[Stored data entries]
- - - - -

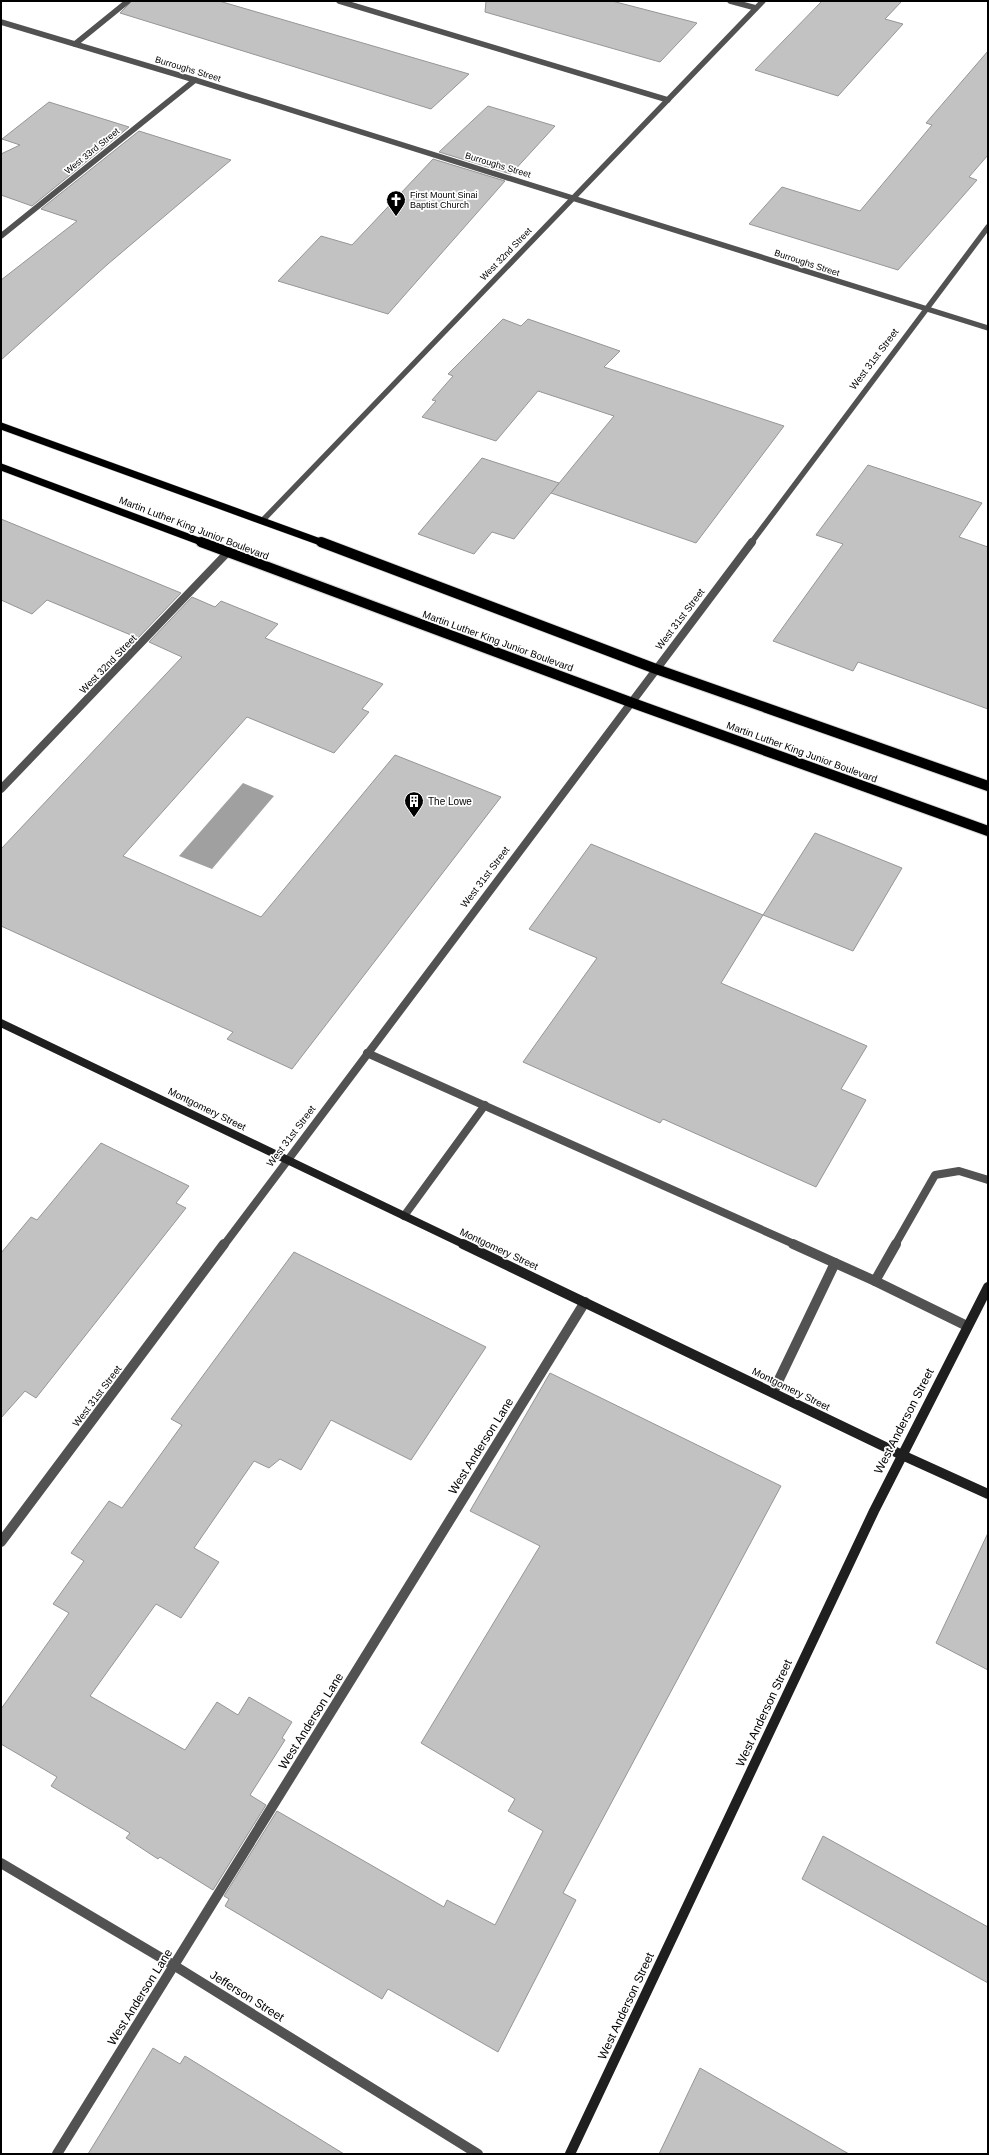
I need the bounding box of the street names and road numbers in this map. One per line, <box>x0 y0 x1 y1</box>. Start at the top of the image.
street label: Burroughs Street <box>154 54 222 84</box>
street label: West 33rd Street <box>63 126 122 176</box>
street label: Burroughs Street <box>464 150 532 180</box>
street label: West 32nd Street <box>478 225 534 282</box>
street label: Burroughs Street <box>773 248 841 278</box>
street label: West 31st Street <box>847 326 901 392</box>
street label: Martin Luther King Junior Boulevard <box>118 494 270 562</box>
street label: West 31st Street <box>653 586 707 652</box>
street label: Martin Luther King Junior Boulevard <box>421 609 575 673</box>
street label: West 32nd Street <box>77 632 139 696</box>
street label: Martin Luther King Junior Boulevard <box>725 720 879 784</box>
street label: West 31st Street <box>458 844 512 910</box>
street label: Montgomery Street <box>166 1085 248 1133</box>
street label: West 31st Street <box>264 1103 318 1169</box>
street label: Montgomery Street <box>458 1226 540 1272</box>
street label: West 31st Street <box>70 1363 124 1429</box>
street label: Montgomery Street <box>750 1365 832 1413</box>
street label: West Anderson Street <box>871 1365 937 1476</box>
street label: West Anderson Lane <box>446 1395 517 1497</box>
street label: West Anderson Street <box>733 1657 795 1769</box>
street label: West Anderson Lane <box>276 1670 347 1772</box>
street label: West Anderson Lane <box>105 1946 176 2048</box>
street label: West Anderson Street <box>595 1950 657 2062</box>
street label: Jefferson Street <box>207 1968 287 2025</box>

- - - - -

TASK ITEM: Copy all of the entries verbatim, leaving out any pictures they contain.

RESULT FOR THIS EXERCISE:
I need the bounding box of the street names and road numbers in this map. One per line, <box>x0 y0 x1 y1</box>. Start at the top of the image.
street label: Burroughs Street <box>154 54 222 84</box>
street label: West 33rd Street <box>63 126 122 176</box>
street label: Burroughs Street <box>464 150 532 180</box>
street label: West 32nd Street <box>478 225 534 282</box>
street label: Burroughs Street <box>773 248 841 278</box>
street label: West 31st Street <box>847 326 901 392</box>
street label: Martin Luther King Junior Boulevard <box>118 494 270 562</box>
street label: West 31st Street <box>653 586 707 652</box>
street label: Martin Luther King Junior Boulevard <box>421 609 575 673</box>
street label: West 32nd Street <box>77 632 139 696</box>
street label: Martin Luther King Junior Boulevard <box>725 720 879 784</box>
street label: West 31st Street <box>458 844 512 910</box>
street label: Montgomery Street <box>166 1085 248 1133</box>
street label: West 31st Street <box>264 1103 318 1169</box>
street label: Montgomery Street <box>458 1226 540 1272</box>
street label: West 31st Street <box>70 1363 124 1429</box>
street label: Montgomery Street <box>750 1365 832 1413</box>
street label: West Anderson Street <box>871 1365 937 1476</box>
street label: West Anderson Lane <box>446 1395 517 1497</box>
street label: West Anderson Street <box>733 1657 795 1769</box>
street label: West Anderson Lane <box>276 1670 347 1772</box>
street label: West Anderson Lane <box>105 1946 176 2048</box>
street label: West Anderson Street <box>595 1950 657 2062</box>
street label: Jefferson Street <box>207 1968 287 2025</box>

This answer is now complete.